The response must contain every line from the records below that has "Ngxangxosi".
═══ Provided data
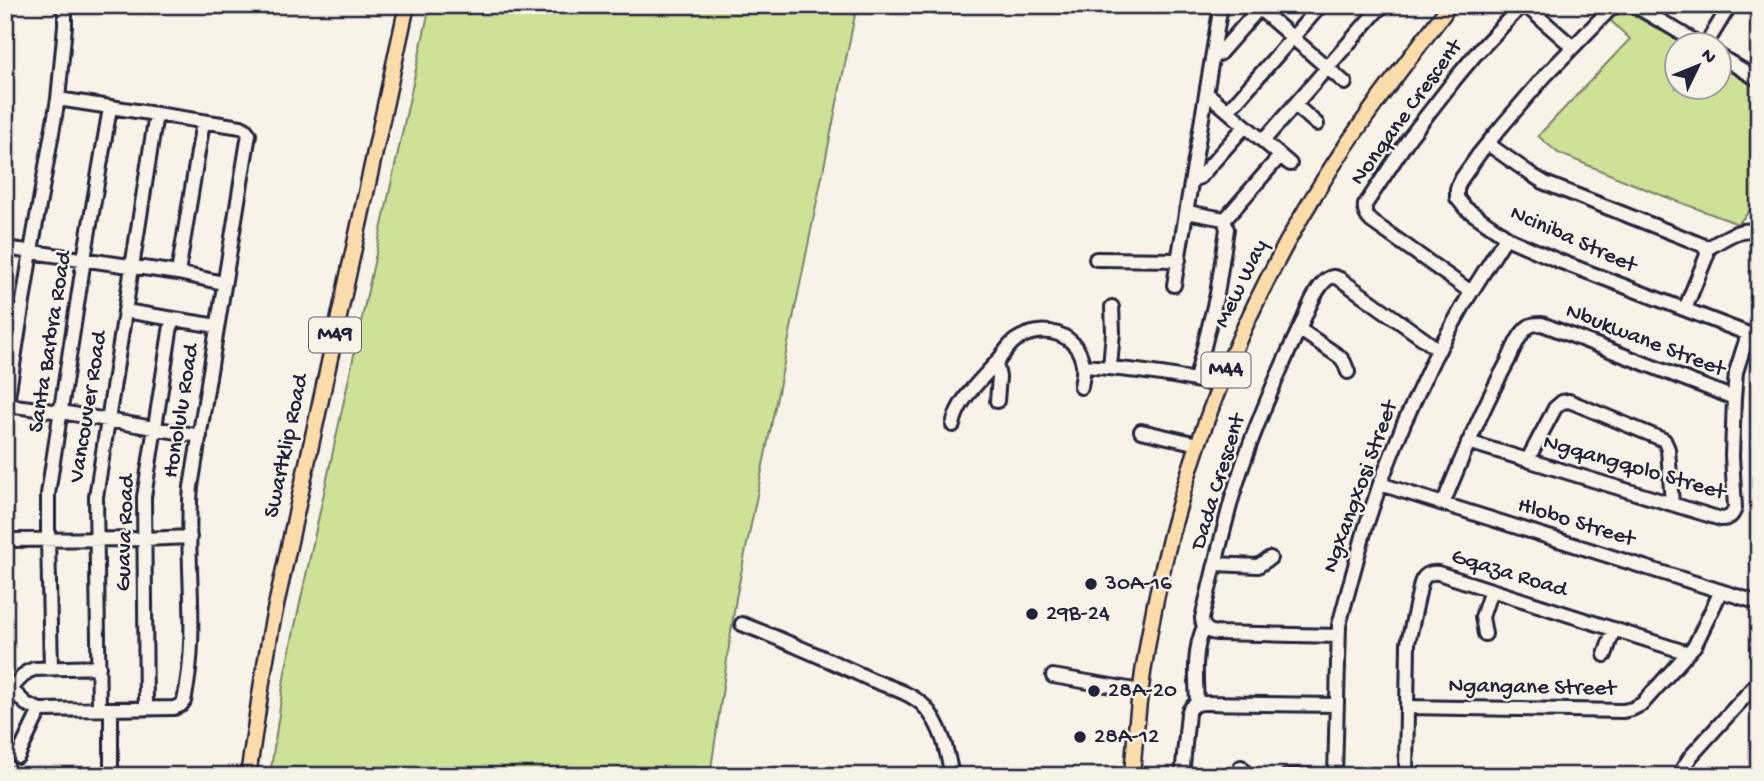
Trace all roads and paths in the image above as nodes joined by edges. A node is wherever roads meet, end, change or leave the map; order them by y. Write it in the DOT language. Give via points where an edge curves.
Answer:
graph roads {
  1 [pos="62,5"];
  2 [pos="407,5"];
  3 [pos="1222,5"];
  4 [pos="1321,5"];
  5 [pos="1382,5"];
  6 [pos="1523,5"];
  7 [pos="1615,5"];
  8 [pos="1634,5"];
  9 [pos="1730,5"];
  10 [pos="1259,6"];
  11 [pos="1449,8"];
  12 [pos="1680,32"];
  13 [pos="1713,32"];
  14 [pos="1292,38"];
  15 [pos="1573,47"];
  16 [pos="1214,56"];
  17 [pos="1732,64"];
  18 [pos="1327,68"];
  19 [pos="1759,80"];
  20 [pos="1345,83"];
  21 [pos="1208,94"];
  22 [pos="58,99"];
  23 [pos="1295,104"];
  24 [pos="110,108"];
  25 [pos="1227,111"];
  26 [pos="156,114"];
  27 [pos="203,122"];
  28 [pos="1317,124"];
  29 [pos="1245,126"];
  30 [pos="1263,141"];
  31 [pos="1488,144"];
  32 [pos="1193,180"];
  33 [pos="1187,212"];
  34 [pos="1224,219"];
  35 [pos="1759,233"];
  36 [pos="1506,237"];
  37 [pos="5,248"];
  38 [pos="1706,249"];
  39 [pos="31,251"];
  40 [pos="84,259"];
  41 [pos="1097,259"];
  42 [pos="1179,260"];
  43 [pos="132,266"];
  44 [pos="178,273"];
  45 [pos="223,283"];
  46 [pos="1174,285"];
  47 [pos="1471,292"];
  48 [pos="1112,307"];
  49 [pos="1685,309"];
  50 [pos="5,311"];
  51 [pos="125,311"];
  52 [pos="21,314"];
  53 [pos="172,319"];
  54 [pos="217,326"];
  55 [pos="1299,329"];
  56 [pos="1753,336"];
  57 [pos="1438,350"];
  58 [pos="996,363"];
  59 [pos="1083,366"];
  60 [pos="1110,367"];
  61 [pos="1348,372"];
  62 [pos="1196,379"];
  63 [pos="1220,386"];
  64 [pos="1081,387"];
  65 [pos="1734,398"];
  66 [pos="997,401"];
  67 [pos="6,410"];
  68 [pos="61,412"];
  69 [pos="108,420"];
  70 [pos="953,425"];
  71 [pos="154,428"];
  72 [pos="1141,430"];
  73 [pos="200,436"];
  74 [pos="1468,442"];
  75 [pos="1198,444"];
  76 [pos="1528,459"];
  77 [pos="1380,484"];
  78 [pos="1443,503"];
  79 [pos="1672,504"];
  80 [pos="190,537"];
  81 [pos="144,539"];
  82 [pos="5,540"];
  83 [pos="48,540"];
  84 [pos="97,540"];
  85 [pos="1270,558"];
  86 [pos="1216,564"];
  87 [pos="1491,590"];
  88 [pos="1721,591"];
  89 [pos="1759,603"];
  90 [pos="742,624"];
  91 [pos="1204,627"];
  92 [pos="1614,629"];
  93 [pos="1485,634"];
  94 [pos="1338,636"];
  95 [pos="1688,653"];
  96 [pos="1605,655"];
  97 [pos="99,667"];
  98 [pos="51,668"];
  99 [pos="1053,676"];
  100 [pos="1759,681"];
  101 [pos="8,686"];
  102 [pos="1141,691"];
  103 [pos="1197,704"];
  104 [pos="1336,705"];
  105 [pos="1407,707"];
  106 [pos="146,708"];
  107 [pos="105,709"];
  108 [pos="40,710"];
  109 [pos="18,756"];
  110 [pos="111,768"];
  111 [pos="5,772"];
  112 [pos="1335,775"];
  113 [pos="12,776"];
  114 [pos="248,776"];
  115 [pos="952,776"];
  116 [pos="1132,776"];
  117 [pos="1182,776"];
  118 [pos="1287,776"];
  119 [pos="1356,776"];
  120 [pos="1406,776"];
  121 [pos="1678,776"];
  1 -- 22 [label="street" via="65,26"];
  2 -- 114 [label="main road, Swartklip Road / M49" via="275,610"];
  3 -- 16 [label="street"];
  4 -- 14 [label="street"];
  5 -- 18 [label="street"];
  6 -- 15 [label="street, Nonqane Crescent"];
  6 -- 47 [label="street, Nonqane Crescent" via="1468,62 1418,127 1364,210 1371,221"];
  7 -- 15 [label="street, Nciniba Street"];
  8 -- 12 [label="street"];
  9 -- 13 [label="street"];
  10 -- 14 [label="street"];
  10 -- 16 [label="street"];
  11 -- 63 [label="main road, Mew Way / M44" via="1372,108 1312,198 1267,281"];
  14 -- 18 [label="street"];
  14 -- 25 [label="street"];
  15 -- 31 [label="street, Nciniba Street"];
  16 -- 21 [label="street"];
  17 -- 19 [label="street"];
  18 -- 20 [label="street"];
  18 -- 23 [label="street"];
  21 -- 25 [label="street"];
  21 -- 32 [label="street"];
  22 -- 24 [label="street, Honolulu Road"];
  22 -- 39 [label="street"];
  23 -- 28 [label="street"];
  23 -- 30 [label="street"];
  24 -- 26 [label="street, Honolulu Road"];
  24 -- 40 [label="street, Santa Barbra Road"];
  25 -- 29 [label="street"];
  26 -- 27 [label="street, Honolulu Road"];
  26 -- 43 [label="street, Vancouver Road"];
  27 -- 44 [label="street"];
  27 -- 45 [label="street, Honolulu Road" via="241,127 248,134"];
  29 -- 30 [label="street"];
  29 -- 32 [label="street"];
  30 -- 34 [label="street" via="1285,160"];
  31 -- 36 [label="street, Nciniba Street" via="1460,181 1456,195 1465,208"];
  31 -- 38 [label="street" via="1545,183"];
  32 -- 33 [label="street"];
  33 -- 34 [label="street"];
  33 -- 42 [label="street"];
  34 -- 62 [label="street" via="1227,229 1217,294"];
  35 -- 38 [label="street" via="1741,230"];
  36 -- 47 [label="street, Ngxangxosi Street"];
  36 -- 49 [label="street, Nciniba Street"];
  37 -- 39 [label="street"];
  38 -- 49 [label="street"];
  39 -- 40 [label="street"];
  39 -- 52 [label="street"];
  40 -- 43 [label="street"];
  40 -- 68 [label="street, Santa Barbra Road"];
  41 -- 42 [label="street"];
  42 -- 46 [label="street"];
  43 -- 44 [label="street"];
  43 -- 51 [label="street, Vancouver Road"];
  44 -- 45 [label="street"];
  45 -- 54 [label="street, Honolulu Road"];
  47 -- 57 [label="street, Ngxangxosi Street"];
  48 -- 60 [label="street"];
  49 -- 56 [label="street, Nciniba Street"];
  50 -- 52 [label="street"];
  51 -- 53 [label="street"];
  51 -- 69 [label="street, Vancouver Road"];
  52 -- 67 [label="street"];
  53 -- 54 [label="street"];
  53 -- 71 [label="street, Guava Road"];
  54 -- 73 [label="street, Honolulu Road"];
  55 -- 57 [label="street, Dada Crescent" via="1323,283 1334,276"];
  55 -- 61 [label="street" via="1340,357"];
  55 -- 86 [label="street, Dada Crescent" via="1255,431"];
  56 -- 65 [label="street, Ngqangqolo Street" via="1736,372"];
  57 -- 77 [label="street, Ngxangxosi Street"];
  58 -- 59 [label="street" via="1017,339 1044,331 1072,342"];
  58 -- 66 [label="street"];
  58 -- 70 [label="street" via="955,413"];
  59 -- 60 [label="street"];
  59 -- 64 [label="street"];
  60 -- 62 [label="street"];
  62 -- 63 [label="street"];
  63 -- 75 [label="main road, Mew Way / M44"];
  65 -- 74 [label="street, Nbukwane Street" via="1533,324 1495,384"];
  65 -- 79 [label="street, Ngqangqolo Street" via="1732,514 1721,519"];
  67 -- 68 [label="street"];
  68 -- 69 [label="street"];
  68 -- 83 [label="street, Santa Barbra Road" via="48,494"];
  69 -- 71 [label="street"];
  69 -- 84 [label="street, Vancouver Road" via="96,497"];
  71 -- 73 [label="street"];
  71 -- 81 [label="street, Guava Road" via="144,497"];
  72 -- 75 [label="street"];
  73 -- 80 [label="street, Honolulu Road"];
  74 -- 76 [label="street, Ngqangqolo Street"];
  74 -- 78 [label="street, Nbukwane Street"];
  75 -- 102 [label="main road, Mew Way / M44" via="1168,547"];
  76 -- 79 [label="street, Ngqangqolo Street"];
  76 -- 79 [label="street" via="1555,408 1569,401 1664,440"];
  77 -- 78 [label="street, Hlobo Street"];
  77 -- 94 [label="street, Ngxangxosi Street" via="1349,581"];
  78 -- 88 [label="street, Hlobo Street"];
  80 -- 81 [label="street"];
  80 -- 106 [label="street, Honolulu Road" via="192,640 184,698 177,707"];
  81 -- 84 [label="street"];
  81 -- 106 [label="street, Guava Road"];
  82 -- 83 [label="street"];
  83 -- 84 [label="street"];
  83 -- 98 [label="street, Santa Barbra Road"];
  84 -- 97 [label="street, Vancouver Road"];
  85 -- 86 [label="street" via="1258,566"];
  86 -- 91 [label="street, Dada Crescent" via="1202,618"];
  87 -- 92 [label="street, Gqaza Road"];
  87 -- 93 [label="street" via="1482,617"];
  87 -- 105 [label="street, Gqaza Road" via="1438,573 1423,578 1409,635"];
  88 -- 89 [label="street, Hlobo Street"];
  88 -- 95 [label="street, Ngangane Street" via="1698,642"];
  90 -- 115 [label="street" via="914,697 940,729"];
  91 -- 94 [label="street" via="1216,633"];
  91 -- 103 [label="street, Dada Crescent" via="1197,658"];
  92 -- 95 [label="street, Gqaza Road"];
  92 -- 96 [label="street"];
  94 -- 104 [label="street, Ngxangxosi Street"];
  95 -- 105 [label="street, Ngangane Street" via="1642,704 1626,711"];
  97 -- 98 [label="street"];
  97 -- 107 [label="street, Vancouver Road"];
  98 -- 101 [label="street" via="31,670"];
  99 -- 102 [label="street"];
  100 -- 121 [label="street"];
  101 -- 108 [label="street" via="26,704"];
  102 -- 116 [label="main road, Mew Way / M44"];
  103 -- 104 [label="street"];
  103 -- 117 [label="street, Dada Crescent" via="1188,713"];
  104 -- 112 [label="street, Ngxangxosi Street"];
  105 -- 120 [label="street, Gqaza Road"];
  106 -- 107 [label="street, Honolulu Road"];
  107 -- 108 [label="street, Honolulu Road"];
  107 -- 110 [label="street, Vancouver Road"];
  108 -- 109 [label="street"];
  111 -- 113 [label="street"];
  112 -- 118 [label="street"];
  112 -- 119 [label="street"];
}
══════
The completed task.
  36 -- 47 [label="street, Ngxangxosi Street"];
  47 -- 57 [label="street, Ngxangxosi Street"];
  57 -- 77 [label="street, Ngxangxosi Street"];
  77 -- 94 [label="street, Ngxangxosi Street" via="1349,581"];
  94 -- 104 [label="street, Ngxangxosi Street"];
  104 -- 112 [label="street, Ngxangxosi Street"];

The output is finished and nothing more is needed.